Robin Naughton, PhD

Job Rejections

Today’s job application process is badly designed, convoluted, and a test of sanity.  It is designed not to hire, but rather to check boxes and create negative experiences.  Going through the process, it is easy to notice that the systems and the humans don’t work well with each other.  The human-computer interaction is missing the user research necessary to make it useful and easy to use.
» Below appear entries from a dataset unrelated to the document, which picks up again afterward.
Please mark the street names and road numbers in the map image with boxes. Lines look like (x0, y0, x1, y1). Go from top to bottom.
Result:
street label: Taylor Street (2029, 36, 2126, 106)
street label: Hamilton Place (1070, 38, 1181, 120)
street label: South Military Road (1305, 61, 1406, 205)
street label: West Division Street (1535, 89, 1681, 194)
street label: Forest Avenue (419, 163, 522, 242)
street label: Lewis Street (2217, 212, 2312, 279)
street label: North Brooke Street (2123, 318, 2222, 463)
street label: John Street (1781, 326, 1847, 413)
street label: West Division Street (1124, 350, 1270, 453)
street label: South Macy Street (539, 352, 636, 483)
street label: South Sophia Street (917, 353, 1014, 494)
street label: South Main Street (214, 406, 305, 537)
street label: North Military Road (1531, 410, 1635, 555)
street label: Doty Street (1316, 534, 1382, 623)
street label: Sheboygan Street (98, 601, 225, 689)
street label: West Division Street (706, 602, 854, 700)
When thinking about job rejections, it is necessary to think about applications both as applying one’s self and applying to organizations.  In both cases, a decision occurs at a moment in time and space and can be visualized on a number line.

Number line

The zero bisects the line into positive on the right and negative on the left.  All things being stable, zero represents the current situation, neutral.  Life is what it is.  Applications generally begin at zero, the neutral zone.  The moment one decides to apply oneself or to an organization, one’s current situation has not yet changed. Submitting an application means that there is potential for change, positive or negative. Success can mean a positive change, a move to the right of the number line.  Lack of success does not necessarily mean negative change, a move to the left on the number line.  Many times, it means to remain at zero and start again.  Of course, there are times when to be unsuccessful will create a negative impact that changes one’s perspective on the current situation, but not always.  The truth is that one feels bad about being rejected, but many times, one may still be at zero rather than on the negative side.  Thus, rejections linger around zero and if it is an especially bad rejection, it gets a bit negative, but not so negative that it is far from zero.

 

Throughout life, people have learned to deal with the pain of rejection.  Sometimes, the negative experience can take on a larger role, creating more pain than necessary.  In Thinking, Fast and Slow, Daniel Kahneman suggests that negative experiences have a stronger impact than positive experiences.  Negative lingers longer and people are prepared to endure more pain to have a less negative experience.  For example, Kahneman describes an experiment where one hand endured pain in cold water for 60 seconds followed by a warm towel, and then the other hand endured pain in cold water for 60 seconds followed by a slow warming of the water for another 30 seconds (it was still painful).  Participants were asked which they would like to repeat and the majority (80%) would repeat the experiment that lasted 90 seconds because it ended with less pain than the experiment that last only 60 seconds with a lot of pain.  People were willing to endure an additional 30 seconds of unnecessary pain.

 

Job rejection is a form of pain that is endured much longer than necessary because there are occasional pleasantries.  The remembering self forgets the prolonged pain of the experiencing self and only remembers the nice letter that made the rejection less painful.  Unfortunately, there are not enough nice job rejection letters.

Job Rejections Taxonomy

Rejections can come from an automated system or directly from humans. In some cases, one can believe that a human actually pressed a button to activate the automation, but more and more one is convinced that humans are sometimes not involved at all.  The job application process creates a system, and systems, human and/or computer, have taxonomies.  Here’s a brief taxonomy of job rejections.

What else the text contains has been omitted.